S-VCO

Large Vision-Language Models (VLMs) often over-rely on language priors and neglect visual details, leading to visual hallucinations. An example below illustrates a counterintuitive pattern, where a base-VLM^LV-INT is most likely to generate the response about "the dog" when given no image input, and least likely when shown the matching image -- even less than with the mismatched image ("the cat").

We propose S-VCO (Symmetrical Visual Contrastive Optimization), a novel VLM finetuning paradigm that enforces explicit supervision over visual details and their alignment to texts, thus enhancing visually dependent task capabilities while preserving or improving general performance.

Visual Contrastive Optimization

Using contrastive image-text pairs of detailed visual differences (visual counterfactual data), S-VCO enforces a strict visual focus by optimizing two key behaviors with no image input as an intermediate reference: Attending to the matching image & Rejecting the contradictory image.

Symmetry

Unlike "preference"-based finetuning^{DPO,mDPO,MFPO}, S-VCO treats both sides of an image pair simply as contrastive conditions, where either can be "preferred" depending on the paired textual response. Through a symmetrical construct that flips roles (i.e., the "negative" image becomes the "preferred" visual condition when paired with the corresponding text), S-VCO fosters genuine alignment of image-text pairs without risking shortcut learning on superficial unimodal features.

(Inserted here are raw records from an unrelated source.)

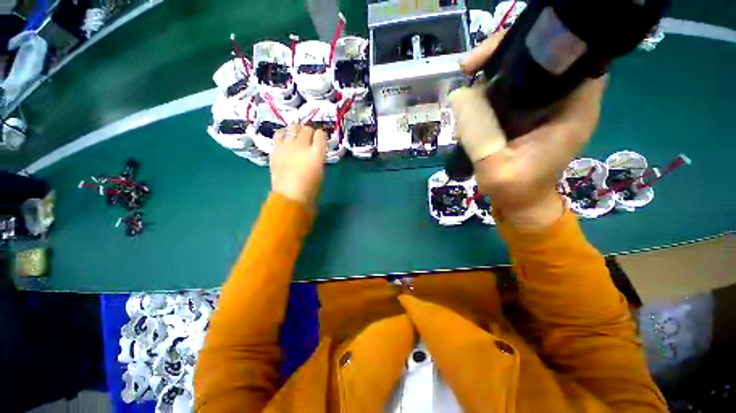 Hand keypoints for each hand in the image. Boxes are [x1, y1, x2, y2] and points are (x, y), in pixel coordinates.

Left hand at [270, 124, 325, 206]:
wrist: (290, 197)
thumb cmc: (311, 188)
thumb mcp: (320, 171)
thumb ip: (318, 157)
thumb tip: (315, 150)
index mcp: (316, 153)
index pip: (320, 134)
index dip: (320, 135)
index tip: (320, 138)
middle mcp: (302, 146)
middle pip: (307, 129)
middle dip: (309, 132)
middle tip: (309, 138)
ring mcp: (287, 147)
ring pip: (293, 128)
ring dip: (297, 130)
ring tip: (297, 136)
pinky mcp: (276, 149)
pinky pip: (279, 134)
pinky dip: (284, 134)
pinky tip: (285, 139)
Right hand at [450, 32, 606, 229]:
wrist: (521, 203)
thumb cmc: (515, 190)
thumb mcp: (494, 167)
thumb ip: (479, 133)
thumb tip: (459, 95)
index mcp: (572, 109)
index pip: (569, 55)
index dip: (537, 43)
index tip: (494, 55)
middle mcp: (565, 100)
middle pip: (544, 56)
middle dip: (507, 54)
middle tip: (471, 67)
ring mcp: (547, 105)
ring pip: (525, 71)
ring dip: (495, 71)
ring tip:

Below are qualitative examples from various benchmarks, where S-VCO leads to significant enhancements of VLM's key vision-centric capabilities.

Compared to base-VLMs^{LV-INT,LV-1.5} and prior preference-tuning methods^DPO,mDPO, S-VCO demonstrates:

• enhanced ability to detect fine-grained visual details: e.g., identifying the absence of a toothbrush.

• strong resilience to visual hallucinations: e.g., recognizing marker-drawings instead of glasses, fire hydrants, slide-phones.

• advanced reasoning grounded in visual cues: e.g., interpreting drive-lane conditions & regulations, estimating object sizes & distances.

• complex scene understanding by capturing intricate context details: e.g., identifying outdoor weather through indoor windows, recognizing oncoming vehicles in low-light settings.

To complement the S-VCO objective, we construct MVC, a dataset of image pairs featuring Minimal but meaningful Visual Contrasts, paired with corresponding texts.

MVC builds upon visual counterfactual data sources^{CounterCurate,FineCops-Ref} and implements:

• a vision-centric filter^{inspired by CLIP-Blindness} to ensure the image pairs are visually challenging yet semantically relevant.

• a language-augmentation step that yields diversified wording in conversational-style, better suited for VLM finetuning.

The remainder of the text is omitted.